GATA2 Is Associated with Familial Early-Onset Coronary Artery Disease

The transcription factor GATA2 plays an essential role in the establishment and maintenance of adult hematopoiesis. It is expressed in hematopoietic stem cells, as well as the cells that make up the aortic vasculature, namely aortic endothelial cells and smooth muscle cells. We have shown that GATA2 expression is predictive of location within the thoracic aorta; location is suggested to be a surrogate for disease susceptibility. The GATA2 gene maps beneath the Chromosome 3q linkage peak from our family-based sample set (GENECARD) study of early-onset coronary artery disease. Given these observations, we investigated the relationship of several known and novel polymorphisms within GATA2 to coronary artery disease. We identified five single nucleotide polymorphisms that were significantly associated with early-onset coronary artery disease in GENECARD. These results were validated by identifying significant association of two of these single nucleotide polymorphisms in an independent case-control sample set that was phenotypically similar to the GENECARD families. These observations identify GATA2 as a novel susceptibility gene for coronary artery disease and suggest that the study of this transcription factor and its downstream targets may uncover a regulatory network important for coronary artery disease inheritance.

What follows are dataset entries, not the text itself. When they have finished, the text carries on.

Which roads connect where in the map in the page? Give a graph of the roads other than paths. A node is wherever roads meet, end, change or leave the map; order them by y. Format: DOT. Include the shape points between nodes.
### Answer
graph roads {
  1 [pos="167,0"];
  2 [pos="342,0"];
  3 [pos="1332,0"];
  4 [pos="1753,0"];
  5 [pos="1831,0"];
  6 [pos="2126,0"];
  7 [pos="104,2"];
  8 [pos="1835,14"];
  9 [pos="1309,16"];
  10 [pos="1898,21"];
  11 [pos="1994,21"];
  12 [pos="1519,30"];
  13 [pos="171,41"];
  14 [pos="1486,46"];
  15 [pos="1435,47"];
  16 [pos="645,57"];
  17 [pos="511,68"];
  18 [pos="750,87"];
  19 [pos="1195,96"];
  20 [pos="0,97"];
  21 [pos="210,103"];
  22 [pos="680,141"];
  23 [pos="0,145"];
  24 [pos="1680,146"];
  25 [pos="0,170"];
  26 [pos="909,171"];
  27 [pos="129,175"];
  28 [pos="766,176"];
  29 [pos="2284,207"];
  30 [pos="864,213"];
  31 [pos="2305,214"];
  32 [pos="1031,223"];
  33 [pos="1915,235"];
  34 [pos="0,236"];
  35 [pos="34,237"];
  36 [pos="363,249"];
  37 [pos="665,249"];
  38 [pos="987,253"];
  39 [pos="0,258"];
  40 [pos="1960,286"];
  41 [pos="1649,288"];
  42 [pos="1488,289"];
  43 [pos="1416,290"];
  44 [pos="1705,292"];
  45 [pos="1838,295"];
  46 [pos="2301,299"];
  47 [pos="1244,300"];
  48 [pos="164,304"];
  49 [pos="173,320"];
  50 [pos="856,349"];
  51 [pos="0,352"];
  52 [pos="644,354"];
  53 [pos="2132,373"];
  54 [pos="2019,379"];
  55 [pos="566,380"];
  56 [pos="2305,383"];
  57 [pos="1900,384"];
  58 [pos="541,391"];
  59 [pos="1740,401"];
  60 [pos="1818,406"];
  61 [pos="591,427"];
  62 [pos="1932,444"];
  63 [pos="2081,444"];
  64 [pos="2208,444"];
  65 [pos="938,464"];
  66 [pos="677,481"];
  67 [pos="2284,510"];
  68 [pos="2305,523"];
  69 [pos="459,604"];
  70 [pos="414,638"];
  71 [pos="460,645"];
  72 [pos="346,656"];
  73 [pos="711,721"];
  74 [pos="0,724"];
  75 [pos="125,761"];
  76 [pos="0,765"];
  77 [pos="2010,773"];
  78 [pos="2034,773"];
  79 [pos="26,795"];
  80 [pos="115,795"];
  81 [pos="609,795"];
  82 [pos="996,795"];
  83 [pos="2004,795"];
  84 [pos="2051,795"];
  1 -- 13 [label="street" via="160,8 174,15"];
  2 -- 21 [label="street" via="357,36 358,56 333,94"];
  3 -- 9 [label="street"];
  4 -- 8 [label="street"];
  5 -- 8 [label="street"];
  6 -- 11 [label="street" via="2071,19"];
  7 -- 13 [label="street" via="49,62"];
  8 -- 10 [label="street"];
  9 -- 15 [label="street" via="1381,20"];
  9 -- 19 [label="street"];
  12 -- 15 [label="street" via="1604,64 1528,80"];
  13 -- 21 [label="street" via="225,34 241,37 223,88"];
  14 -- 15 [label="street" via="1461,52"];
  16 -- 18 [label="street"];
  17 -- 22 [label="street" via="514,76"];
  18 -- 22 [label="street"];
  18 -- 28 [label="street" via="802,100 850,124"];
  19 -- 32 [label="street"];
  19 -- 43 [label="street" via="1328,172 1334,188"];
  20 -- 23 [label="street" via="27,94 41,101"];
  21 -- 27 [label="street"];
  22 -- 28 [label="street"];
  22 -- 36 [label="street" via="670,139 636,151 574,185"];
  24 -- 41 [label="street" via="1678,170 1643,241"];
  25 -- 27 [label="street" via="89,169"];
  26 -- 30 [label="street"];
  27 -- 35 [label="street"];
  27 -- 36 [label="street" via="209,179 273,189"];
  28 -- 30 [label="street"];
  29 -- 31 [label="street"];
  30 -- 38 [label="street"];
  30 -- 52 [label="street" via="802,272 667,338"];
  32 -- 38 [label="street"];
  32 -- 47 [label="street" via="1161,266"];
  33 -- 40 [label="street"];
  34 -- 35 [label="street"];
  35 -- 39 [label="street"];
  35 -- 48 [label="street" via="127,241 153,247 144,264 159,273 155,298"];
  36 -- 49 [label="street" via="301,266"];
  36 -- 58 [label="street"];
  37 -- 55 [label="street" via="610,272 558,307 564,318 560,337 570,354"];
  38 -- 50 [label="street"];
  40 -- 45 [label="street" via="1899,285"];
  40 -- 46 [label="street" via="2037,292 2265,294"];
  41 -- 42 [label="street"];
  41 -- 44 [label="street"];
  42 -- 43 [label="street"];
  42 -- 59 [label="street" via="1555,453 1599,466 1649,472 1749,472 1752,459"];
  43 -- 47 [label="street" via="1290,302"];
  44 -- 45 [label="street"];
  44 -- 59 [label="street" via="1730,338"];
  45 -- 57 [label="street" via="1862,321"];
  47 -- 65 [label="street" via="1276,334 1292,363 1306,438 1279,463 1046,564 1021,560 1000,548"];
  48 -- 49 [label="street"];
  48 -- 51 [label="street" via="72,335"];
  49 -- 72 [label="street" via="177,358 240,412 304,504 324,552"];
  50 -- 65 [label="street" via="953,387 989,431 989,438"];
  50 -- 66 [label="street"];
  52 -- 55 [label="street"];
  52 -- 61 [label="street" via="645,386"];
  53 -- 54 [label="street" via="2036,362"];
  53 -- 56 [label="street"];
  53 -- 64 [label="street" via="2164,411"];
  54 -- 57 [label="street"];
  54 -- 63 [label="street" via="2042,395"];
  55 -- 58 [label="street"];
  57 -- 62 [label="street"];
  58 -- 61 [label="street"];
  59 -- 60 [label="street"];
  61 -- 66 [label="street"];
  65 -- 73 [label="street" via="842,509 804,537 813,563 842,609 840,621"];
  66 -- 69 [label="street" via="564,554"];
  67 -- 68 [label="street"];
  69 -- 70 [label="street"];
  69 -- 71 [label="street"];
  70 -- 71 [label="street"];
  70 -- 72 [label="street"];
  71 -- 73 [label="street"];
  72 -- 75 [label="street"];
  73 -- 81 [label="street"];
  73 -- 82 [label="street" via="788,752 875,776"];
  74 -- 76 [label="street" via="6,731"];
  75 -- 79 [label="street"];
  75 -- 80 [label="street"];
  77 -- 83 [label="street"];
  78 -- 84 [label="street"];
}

Coronary artery disease (CAD) is the most common form of heart disease in the Western world and is one of the leading causes of death in the United States. CAD is inherited and is a complex genetic disease because it results from changes to multiple genes acting in concert with one another and the environment. The authors locate CAD susceptibility genes by convergence of techniques and identify variation within a gene of interest in an early-onset CAD population. If a specific variant is found more often in affected individuals or families than in controls, this can suggest that this gene variant is associated with disease. The authors have identified a gene, GATA2, which is located in a genomic region suspected to contain genes for CAD and displays expression patterns predictive of location of disease within human donor aortas. They have identified several GATA2 variants that segregate with CAD in a family-based early-onset CAD population and have further validated two of these associations in a separate young case-control sample affected with CAD. These data imply that the transcription factor GATA2 may play a role in CAD susceptibility and suggest that the study of GATA2 targets may uncover a set of GATA2-regulated genes important to CAD inheritance.